I had not heard a water taxi into Venice romanticized as a city entrance akin to the car over the 59th street bridge or the Senate invitation from the Campus Martius, but this was really something. In the wee hours of the morning, I didn’t see any of the crowds I’d heard would be the town’s primary non-climate-change problem. I peered at dimly lit grand churches standing naked with neither pigeons nor people to cover them.
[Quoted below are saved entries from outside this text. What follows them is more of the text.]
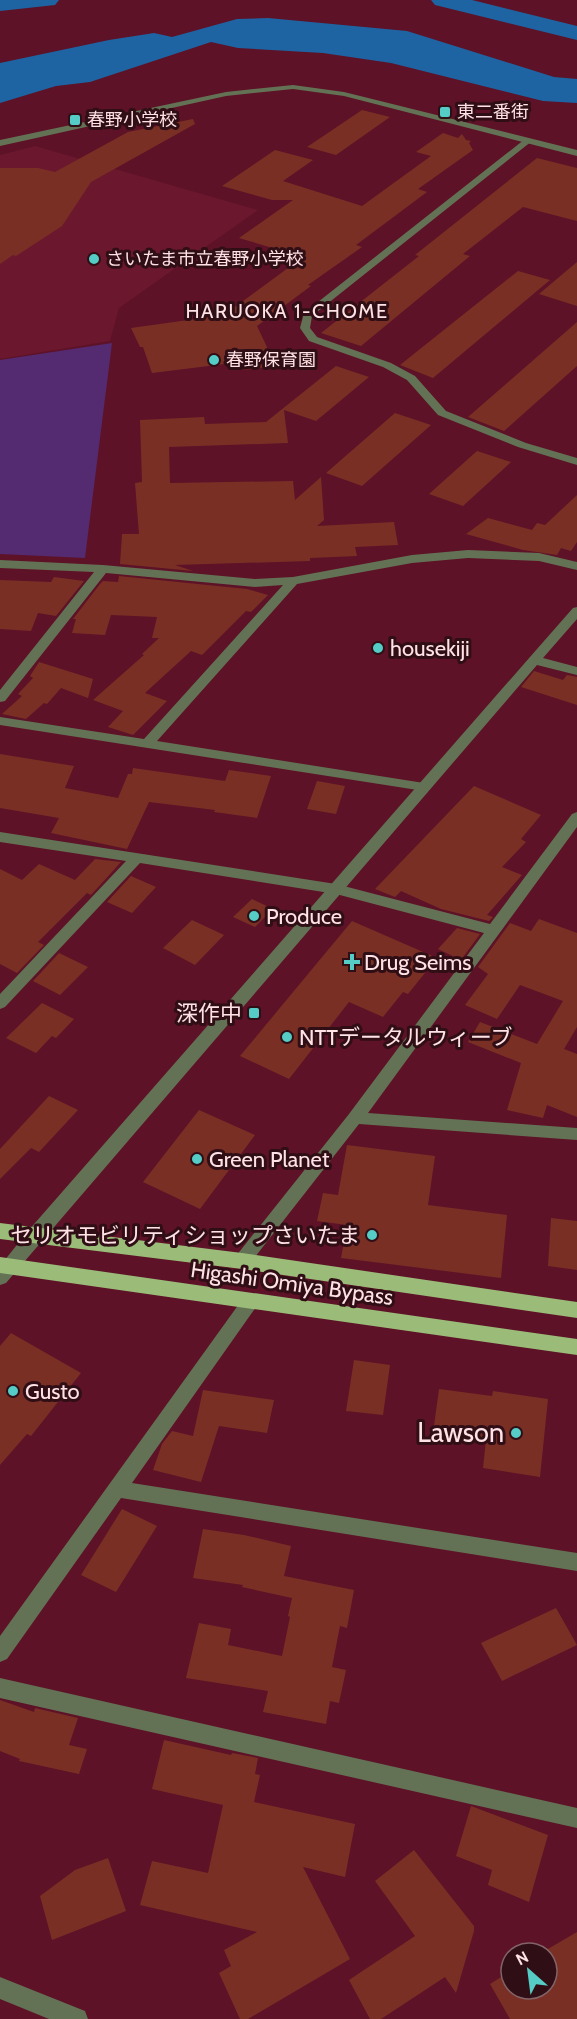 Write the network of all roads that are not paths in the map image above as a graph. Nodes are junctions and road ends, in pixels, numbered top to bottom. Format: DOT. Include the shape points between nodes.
graph roads {
  1 [pos="528,141"];
  2 [pos="0,143"];
  3 [pos="577,153"];
  4 [pos="577,462"];
  5 [pos="0,564"];
  6 [pos="577,566"];
  7 [pos="103,569"];
  8 [pos="293,581"];
  9 [pos="577,611"];
  10 [pos="534,660"];
  11 [pos="577,671"];
  12 [pos="0,698"];
  13 [pos="0,721"];
  14 [pos="147,745"];
  15 [pos="424,787"];
  16 [pos="577,817"];
  17 [pos="0,837"];
  18 [pos="138,857"];
  19 [pos="336,889"];
  20 [pos="492,930"];
  21 [pos="0,1003"];
  22 [pos="355,1118"];
  23 [pos="577,1134"];
  24 [pos="0,1231"];
  25 [pos="34,1236"];
  26 [pos="242,1261"];
  27 [pos="3,1270"];
  28 [pos="250,1302"];
  29 [pos="577,1310"];
  30 [pos="577,1347"];
  31 [pos="117,1490"];
  32 [pos="577,1562"];
  33 [pos="0,1652"];
  34 [pos="0,1688"];
  35 [pos="577,1818"];
  36 [pos="0,1988"];
  37 [pos="77,2019"];
  1 -- 2 [label="street" via="344,94 293,87 226,94"];
  1 -- 3 [label="street"];
  1 -- 4 [label="street" via="308,315 305,332 313,339 387,365 411,378 442,413"];
  5 -- 7 [label="street"];
  6 -- 8 [label="street" via="538,557 468,554 411,559"];
  7 -- 8 [label="street" via="255,583"];
  7 -- 12 [label="street"];
  8 -- 14 [label="street"];
  9 -- 10 [label="street"];
  10 -- 11 [label="street"];
  10 -- 15 [label="street"];
  13 -- 14 [label="street"];
  14 -- 15 [label="street"];
  15 -- 19 [label="street"];
  16 -- 20 [label="street"];
  17 -- 18 [label="street"];
  18 -- 19 [label="street"];
  18 -- 21 [label="street"];
  19 -- 20 [label="street"];
  19 -- 25 [label="street"];
  20 -- 22 [label="street"];
  22 -- 23 [label="street"];
  22 -- 26 [label="street"];
  24 -- 25 [label="highway, Higashi Omiya Bypass"];
  25 -- 26 [label="highway, Higashi Omiya Bypass"];
  25 -- 27 [label="street"];
  26 -- 29 [label="highway, Higashi Omiya Bypass"];
  27 -- 28 [label="highway, Higashi Omiya Bypass"];
  28 -- 30 [label="highway, Higashi Omiya Bypass"];
  28 -- 31 [label="street"];
  31 -- 32 [label="street"];
  31 -- 33 [label="street"];
  34 -- 35 [label="street"];
  36 -- 37 [label="street"];
} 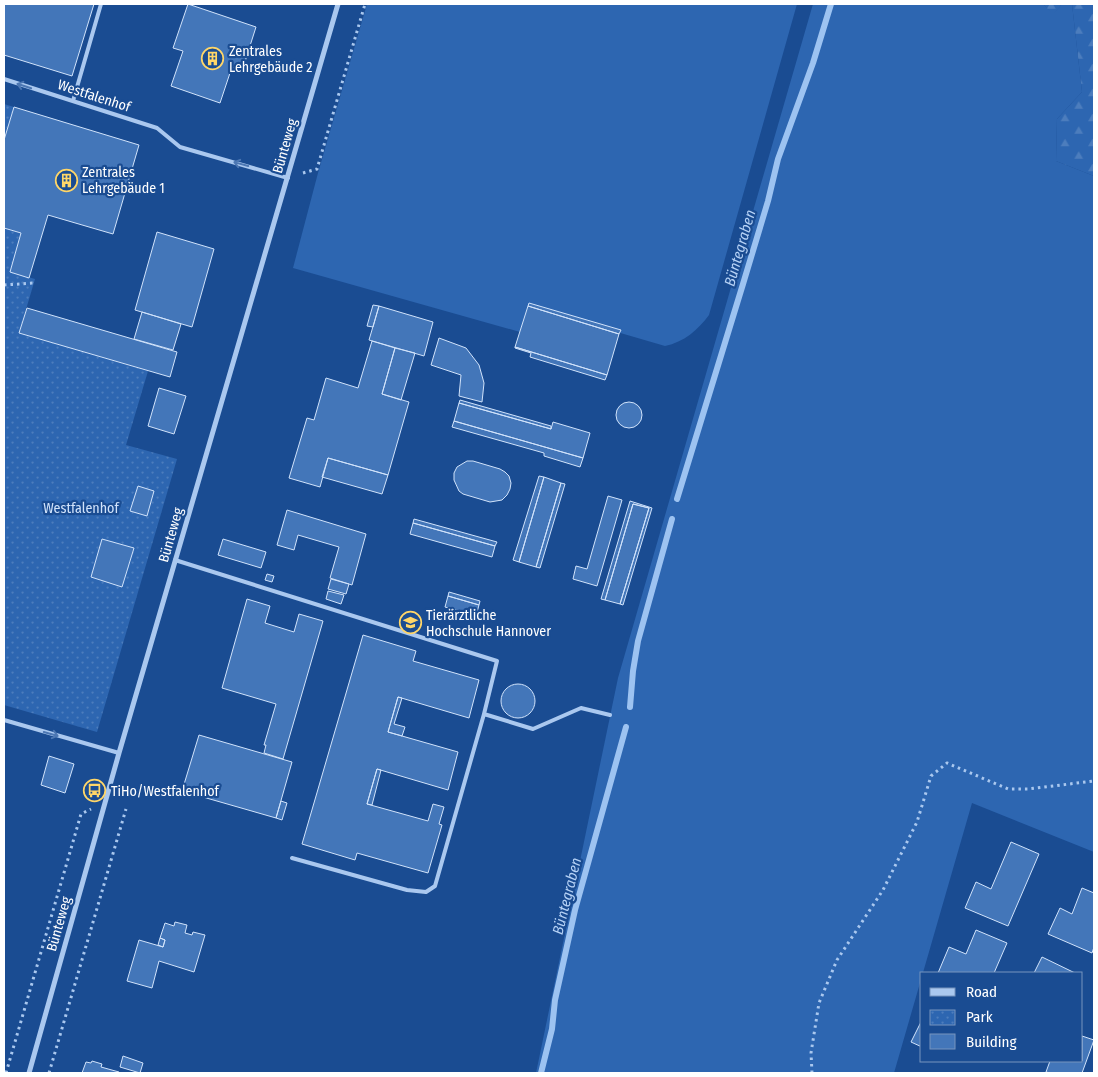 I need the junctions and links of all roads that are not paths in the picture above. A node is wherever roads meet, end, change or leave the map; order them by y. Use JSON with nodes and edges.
{"nodes":[{"id":1,"x":101,"y":4,"type":"edge"},
{"id":2,"x":338,"y":4,"type":"edge"},
{"id":3,"x":4,"y":79,"type":"edge"},
{"id":4,"x":73,"y":101,"type":"junction"},
{"id":5,"x":288,"y":178,"type":"junction"},
{"id":6,"x":175,"y":560,"type":"junction"},
{"id":7,"x":484,"y":714,"type":"junction"},
{"id":8,"x":610,"y":715,"type":"dead end"},
{"id":9,"x":4,"y":720,"type":"edge"},
{"id":10,"x":119,"y":754,"type":"junction"},
{"id":11,"x":292,"y":858,"type":"dead end"},
{"id":12,"x":29,"y":1073,"type":"edge"}],
"edges":[{"from":1,"to":4,"type":"lane"},
{"from":2,"to":5,"type":"street","name":"Bünteweg"},
{"from":4,"to":3,"type":"lane","name":"Westfalenhof","one_way":true},
{"from":5,"to":4,"type":"lane","name":"Westfalenhof","one_way":true},
{"from":5,"to":6,"type":"street","name":"Bünteweg"},
{"from":6,"to":7,"type":"lane"},
{"from":6,"to":10,"type":"street","name":"Bünteweg"},
{"from":7,"to":8,"type":"lane"},
{"from":7,"to":11,"type":"lane"},
{"from":9,"to":10,"type":"lane","one_way":true},
{"from":10,"to":12,"type":"street","name":"Bünteweg"}]} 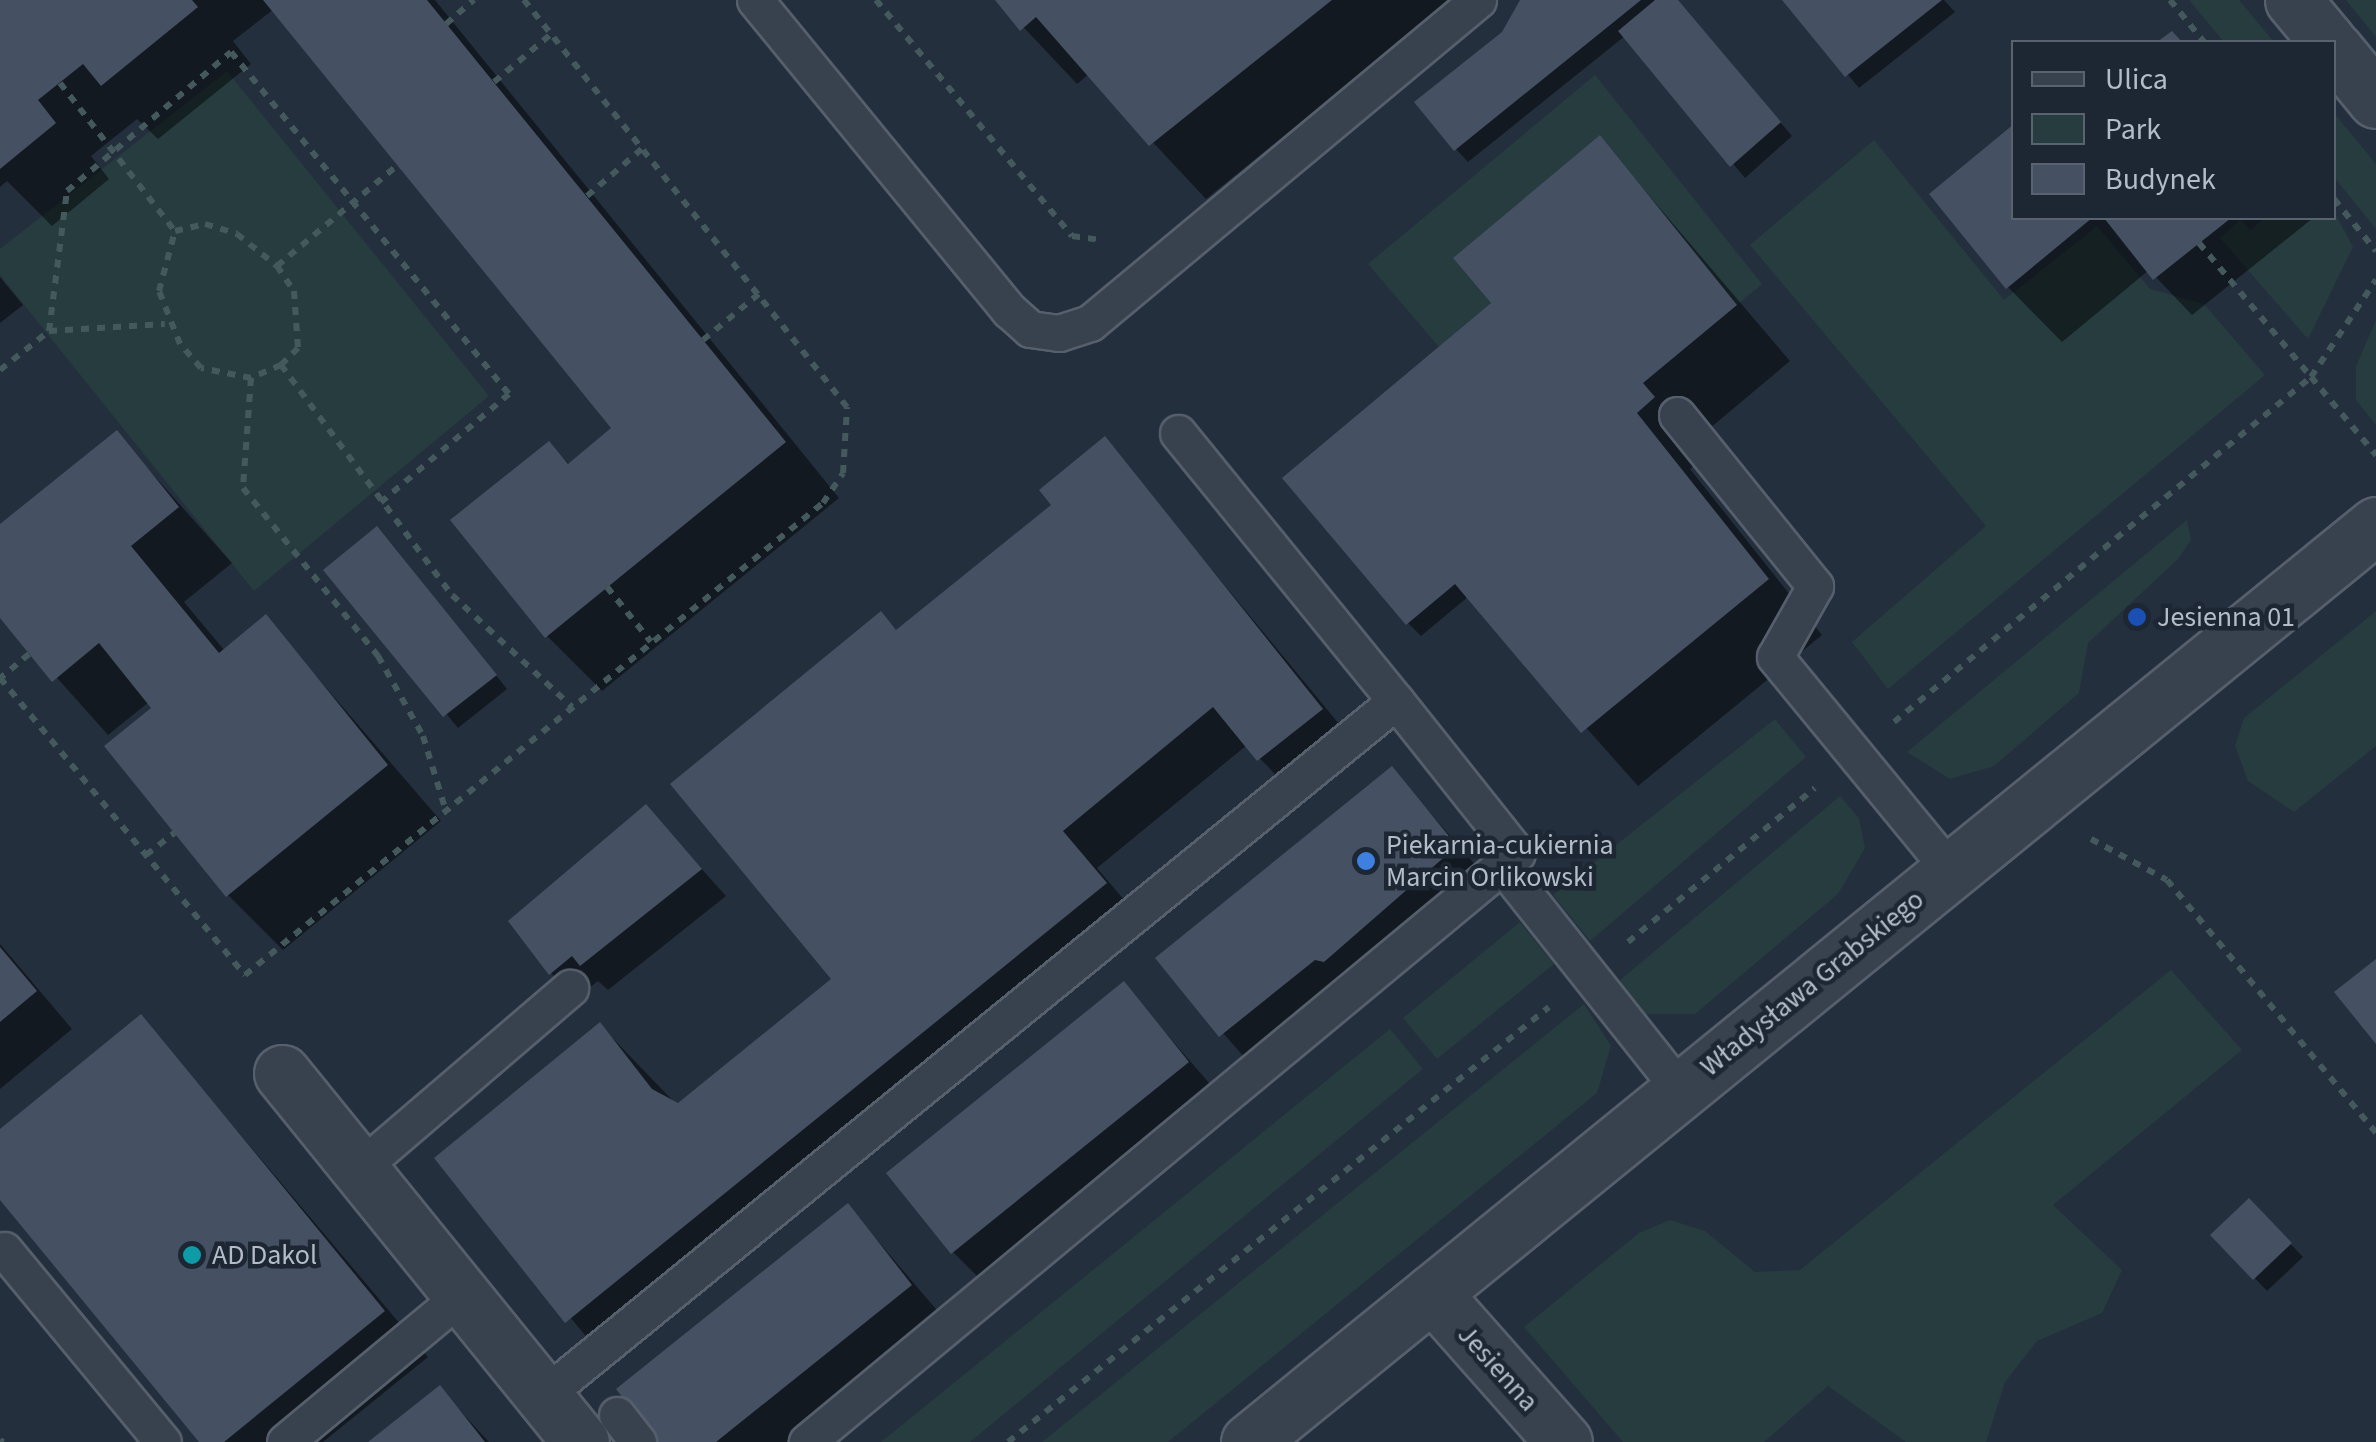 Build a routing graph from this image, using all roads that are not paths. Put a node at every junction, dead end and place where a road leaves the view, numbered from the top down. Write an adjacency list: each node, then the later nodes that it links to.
1 (754, 0): 2 (lane)
2 (1478, 0)
3 (2293, 0): 4 (street)
4 (2326, 40)
5 (2336, 50): 6 (street)
6 (2376, 100)
7 (1678, 416): 12 (lane)
8 (1178, 433): 10 (lane)
9 (2376, 525): 12 (street, Władysława Grabskiego)
10 (1396, 701): 11 (lane); 20 (lane)
11 (1502, 865): 15 (lane); 24 (lane)
12 (1950, 870): 15 (street, Władysława Grabskiego)
13 (570, 988): 16 (lane)
14 (282, 1073): 16 (street)
15 (1681, 1091): 18 (street, Władysława Grabskiego)
16 (360, 1168): 19 (street)
17 (4, 1250): 22 (lane)
18 (1432, 1293): 25 (street, Władysława Grabskiego); 26 (street, Jesienna)
19 (462, 1294): 20 (street); 23 (lane)
20 (544, 1396): 21 (street)
21 (612, 1433)
22 (162, 1442)
23 (285, 1442)
24 (807, 1442)
25 (1249, 1442)
26 (1564, 1442) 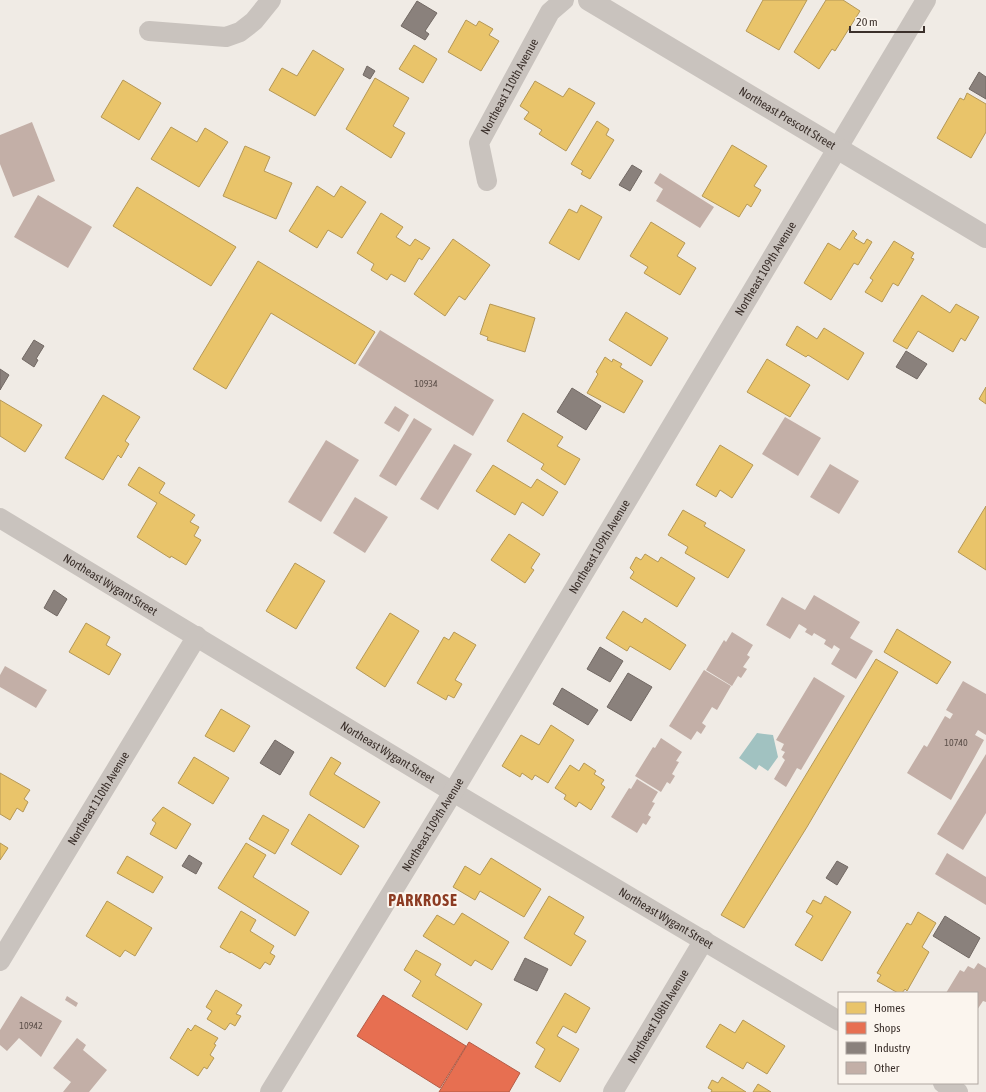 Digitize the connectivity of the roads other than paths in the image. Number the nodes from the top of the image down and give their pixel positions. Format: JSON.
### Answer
{"nodes":[{"id":1,"x":271,"y":0,"type":"edge"},
{"id":2,"x":564,"y":0,"type":"edge"},
{"id":3,"x":589,"y":0,"type":"edge"},
{"id":4,"x":926,"y":0,"type":"edge"},
{"id":5,"x":149,"y":31,"type":"dead end"},
{"id":6,"x":838,"y":147,"type":"junction"},
{"id":7,"x":487,"y":182,"type":"dead end"},
{"id":8,"x":986,"y":237,"type":"edge"},
{"id":9,"x":0,"y":518,"type":"edge"},
{"id":10,"x":198,"y":636,"type":"junction"},
{"id":11,"x":453,"y":792,"type":"junction"},
{"id":12,"x":704,"y":940,"type":"junction"},
{"id":13,"x":0,"y":961,"type":"edge"},
{"id":14,"x":838,"y":1020,"type":"edge"},
{"id":15,"x":945,"y":1084,"type":"edge"},
{"id":16,"x":270,"y":1092,"type":"edge"},
{"id":17,"x":613,"y":1092,"type":"edge"},
{"id":18,"x":958,"y":1092,"type":"edge"}],
"edges":[{"from":1,"to":5,"type":"street"},
{"from":2,"to":7,"type":"street","name":"Northeast 110th Avenue"},
{"from":3,"to":6,"type":"street","name":"Northeast Prescott Street"},
{"from":4,"to":6,"type":"street","name":"Northeast 109th Avenue"},
{"from":6,"to":8,"type":"street","name":"Northeast Prescott Street"},
{"from":6,"to":11,"type":"street","name":"Northeast 109th Avenue"},
{"from":9,"to":10,"type":"street","name":"Northeast Wygant Street"},
{"from":10,"to":11,"type":"street","name":"Northeast Wygant Street"},
{"from":10,"to":13,"type":"street","name":"Northeast 110th Avenue"},
{"from":11,"to":12,"type":"street","name":"Northeast Wygant Street"},
{"from":11,"to":16,"type":"street","name":"Northeast 109th Avenue"},
{"from":12,"to":14,"type":"street","name":"Northeast Wygant Street"},
{"from":12,"to":17,"type":"street","name":"Northeast 108th Avenue"},
{"from":15,"to":18,"type":"street"}]}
The next day, it became clear why Venice is Venice. The novelty of a building sprouting out of a canal and doors that open onto the water without sidewalk cannot be overstated. Whatever the purpose for the doors opening straight into the canal, I like to imagine that homeowners use them to guide troublesome guests to watery graves. Neither Amsterdam nor Bruges, both allegedly Venices of the North, can match the chaos of this warren of canals.
The beauty of Venice’s labyrinth is its absurdity. Bridges cross canals only to dead end into walls. Busy thoroughfares lead to bridges that drop walkers at the front door of a glass museum and only a glass museum. Some bridges are magnanimous enough to allow people to move from point A to point B, but only if A and B are themselves flexible. Any results-oriented traveler will be driven insane, but those in no rush can find paradise.
As far as the tourism blight, half the souvenirs could have been sold on the boardwalk in Wildwood, NJ, while the rest were limoncello in lewdly shaped bottles. How far the city’s merchants, once the only people in the world who knew how to make mirrors, had fallen. But, all the convenience stores sell wine!
The architecture attests to the city’s glorious past and uncertain future. The Eastern influences, from the brick pattern on the Doge’s Palace to the Basilica San Marco’s golden mosaics, indicate how far Venetians sailed, traded, and learned at their height. The Venetians seemingly never bothered engaging with the bring-out-your-dead salesmen and knights who no longer say Ni in the then-backwaters to their north and west, and they didn’t miss out. The Venetians had a ton of money in the Middle Ages and spent it wisely.
Despite this history, time is running out. Everything is leaning. Why armies of people go to a smaller city for one leaning tower when Venice has at least seven leaning towers and a small mountain range of floor warping in the Basilica San Marco is beyond me. The water is coming in, so you never know when you’ll find yourself owning beachfront property.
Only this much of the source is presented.